Sleep on Your Side: When you sleep on your back, it is much more difficult for your respiratory system to compensate for sleep apnea symptoms, like airway blockage. The tongue and soft tissue of the throat will naturally fall to the back of the mouth when you’re sleeping on your back, thus blocking the airway and causing snoring. Sleeping with a pillow between your knees can help keep you on your side while you sleep.
Lose Weight: Obesity is closely linked to sleep apnea, as the body is basically overloaded with extra tissue. This exists in the throat and neck as well, and this extra fat can block the airway, thus causing snoring and the interruption of respiratory activity. Losing weight can also help boost your health in other ways, but it is particularly effective for preventing all types of apnea.

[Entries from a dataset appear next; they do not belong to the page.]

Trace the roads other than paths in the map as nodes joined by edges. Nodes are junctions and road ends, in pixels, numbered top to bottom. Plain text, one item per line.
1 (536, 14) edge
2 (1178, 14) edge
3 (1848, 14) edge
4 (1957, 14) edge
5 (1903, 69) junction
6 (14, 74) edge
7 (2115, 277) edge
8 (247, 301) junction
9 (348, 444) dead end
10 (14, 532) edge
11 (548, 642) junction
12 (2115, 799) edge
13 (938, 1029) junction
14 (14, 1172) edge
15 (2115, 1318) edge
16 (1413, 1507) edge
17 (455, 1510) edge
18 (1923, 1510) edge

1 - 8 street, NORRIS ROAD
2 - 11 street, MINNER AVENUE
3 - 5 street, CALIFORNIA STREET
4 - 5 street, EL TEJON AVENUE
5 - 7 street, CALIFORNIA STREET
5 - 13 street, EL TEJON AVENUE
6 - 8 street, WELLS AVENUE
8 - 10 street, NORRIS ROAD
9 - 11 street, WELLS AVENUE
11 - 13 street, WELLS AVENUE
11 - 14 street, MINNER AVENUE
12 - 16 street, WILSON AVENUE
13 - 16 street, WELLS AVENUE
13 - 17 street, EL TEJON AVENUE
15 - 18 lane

Exercise Regularly: It is believed that aerobic exercise in many forms can strengthen the respiratory system and prevent sleep apnea. Exercise also saps our energy and promotes healthy, deep sleep to repair and recover. Exercise has a wealth of positive effects on the body, and boosting the duration and quality of your sleep are two of them!
Practice Singing: This may seem a bit unexpected, but strengthening the soft tissues of the throat and soft palate. By boosting the muscle control in these areas, through activities like singing, there is a lower chance of loose or lax muscles allowing the airway to be blocked. If you aren’t a singer, or have no interest in that option, there are also a number of instruments that can promote a stronger soft palate, including the use of a didgeridoo to improve breath control and respiratory system strength.

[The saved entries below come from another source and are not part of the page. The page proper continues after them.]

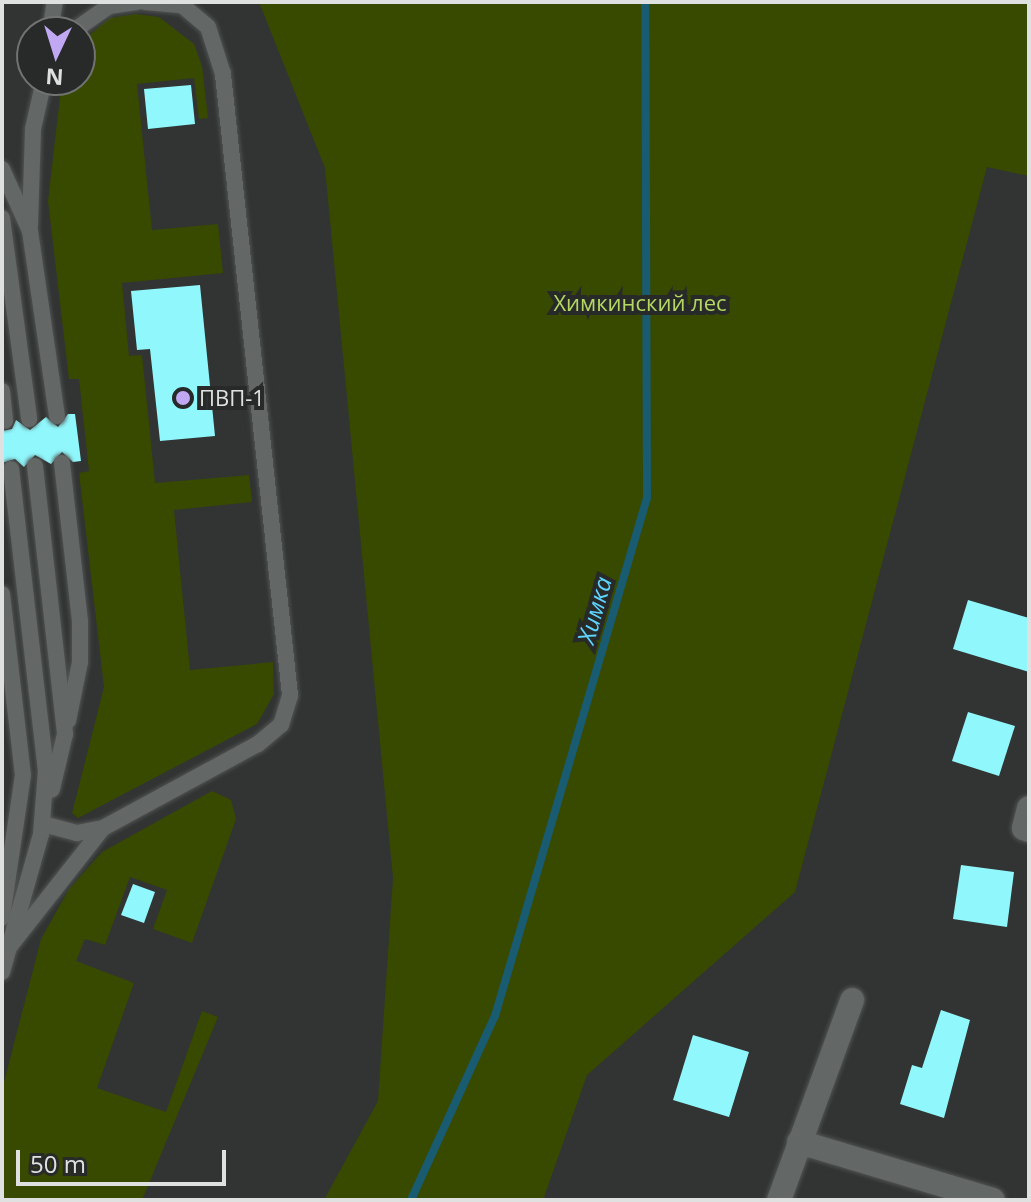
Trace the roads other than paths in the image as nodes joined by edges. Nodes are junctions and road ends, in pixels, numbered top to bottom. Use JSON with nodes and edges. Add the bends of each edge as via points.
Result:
{"nodes":[{"id":1,"x":137,"y":2,"type":"edge"},
{"id":2,"x":145,"y":2,"type":"edge"},
{"id":3,"x":180,"y":4,"type":"edge"},
{"id":4,"x":95,"y":16,"type":"edge"},
{"id":5,"x":39,"y":96,"type":"edge"},
{"id":6,"x":2,"y":169,"type":"edge"},
{"id":7,"x":2,"y":218,"type":"edge"},
{"id":8,"x":30,"y":231,"type":"junction"},
{"id":9,"x":2,"y":391,"type":"edge"},
{"id":10,"x":57,"y":416,"type":"dead end"},
{"id":11,"x":29,"y":419,"type":"dead end"},
{"id":12,"x":5,"y":421,"type":"dead end"},
{"id":13,"x":62,"y":463,"type":"dead end"},
{"id":14,"x":35,"y":466,"type":"dead end"},
{"id":15,"x":11,"y":469,"type":"dead end"},
{"id":16,"x":2,"y":594,"type":"edge"},
{"id":17,"x":65,"y":734,"type":"junction"},
{"id":18,"x":1029,"y":808,"type":"edge"},
{"id":19,"x":103,"y":828,"type":"junction"},
{"id":20,"x":42,"y":829,"type":"junction"},
{"id":21,"x":1029,"y":830,"type":"edge"},
{"id":22,"x":2,"y":917,"type":"edge"},
{"id":23,"x":10,"y":946,"type":"junction"},
{"id":24,"x":2,"y":972,"type":"edge"},
{"id":25,"x":852,"y":1000,"type":"dead end"},
{"id":26,"x":799,"y":1142,"type":"junction"},
{"id":27,"x":779,"y":1200,"type":"edge"},
{"id":28,"x":993,"y":1200,"type":"edge"}],
"edges":[{"from":1,"to":4,"type":"lane","via":[[109,6]]},
{"from":2,"to":3,"type":"lane"},
{"from":3,"to":19,"type":"lane","via":[[208,27],[223,74],[290,695],[281,725],[258,744]]},
{"from":5,"to":8,"type":"lane","via":[[33,129]]},
{"from":6,"to":8,"type":"lane"},
{"from":7,"to":11,"type":"lane"},
{"from":8,"to":10,"type":"lane"},
{"from":9,"to":12,"type":"lane"},
{"from":13,"to":17,"type":"lane","via":[[80,622],[80,662]]},
{"from":14,"to":17,"type":"lane"},
{"from":15,"to":20,"type":"lane","via":[[46,771]]},
{"from":16,"to":22,"type":"lane","via":[[23,775]]},
{"from":17,"to":20,"type":"lane"},
{"from":18,"to":21,"type":"street","via":[[1024,828]]},
{"from":19,"to":20,"type":"lane","via":[[77,833]]},
{"from":19,"to":23,"type":"lane"},
{"from":20,"to":23,"type":"lane"},
{"from":23,"to":24,"type":"lane"},
{"from":25,"to":26,"type":"street"},
{"from":26,"to":27,"type":"street"},
{"from":26,"to":28,"type":"street"}]}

Add Magnesium: Sleep apnea primarily affects the muscles of the upper throat region, you should ensure that your muscle regulation is optimal if you’re suffering from sleep apnea. Magnesium is an essential mineral that directly affects the muscles throughout our body, so proper levels of magnesium are recommended. You can take magnesium in the form of a supplement, or in high-magnesium foods, such as leafy greens, bananas, beans, avocados and various seeds.
Lavender: One of the most commonly used sedative and soothing herbs is lavender. As a traditional remedy for sleep apnea, it can reduce inflammation in the throat and the muscles that affect sleep apnea. It can also induce deep, restful sleep to prevent the common symptoms of fatigue that sufferers of sleep apnea commonly experience.
Regulate Sleep Schedule: The most important lifestyle remedy for sleep apnea is ensuring that you generally sleep at the same time each day. By having irregularities in your sleep schedule, your body cannot establish set cycles. This causes you to sleep “lighter”, making you more prone to the muscle irregularities and respiratory issues of sleep apnea. Try to get a solid 7-8 hours of sleep each night, and set a certain schedule for yourself, give or take 30-45 minutes, particularly on nights before you need to wake up for work.
Practice Yoga: A number of yoga exercises have been associated with reducing inflammation and opening up the airways. Yoga breathing techniques are very effective for reducing sleep apnea symptoms, and you can speak with a yoga instructor for take-home exercises as well.
A Final Word of Warning: Millions of people suffer from sleep apnea, and while most of the cases pose no immediate threat to your health and safety, sleep apnea can be a marker for more serious health conditions, and in very rare cases, can even be fatal. If you discover that you suffer from sleep apnea, speak to a doctor about possible treatments. These home remedies are effective, but can also work as complementary treatments to more formal strategies to eliminate sleep apnea.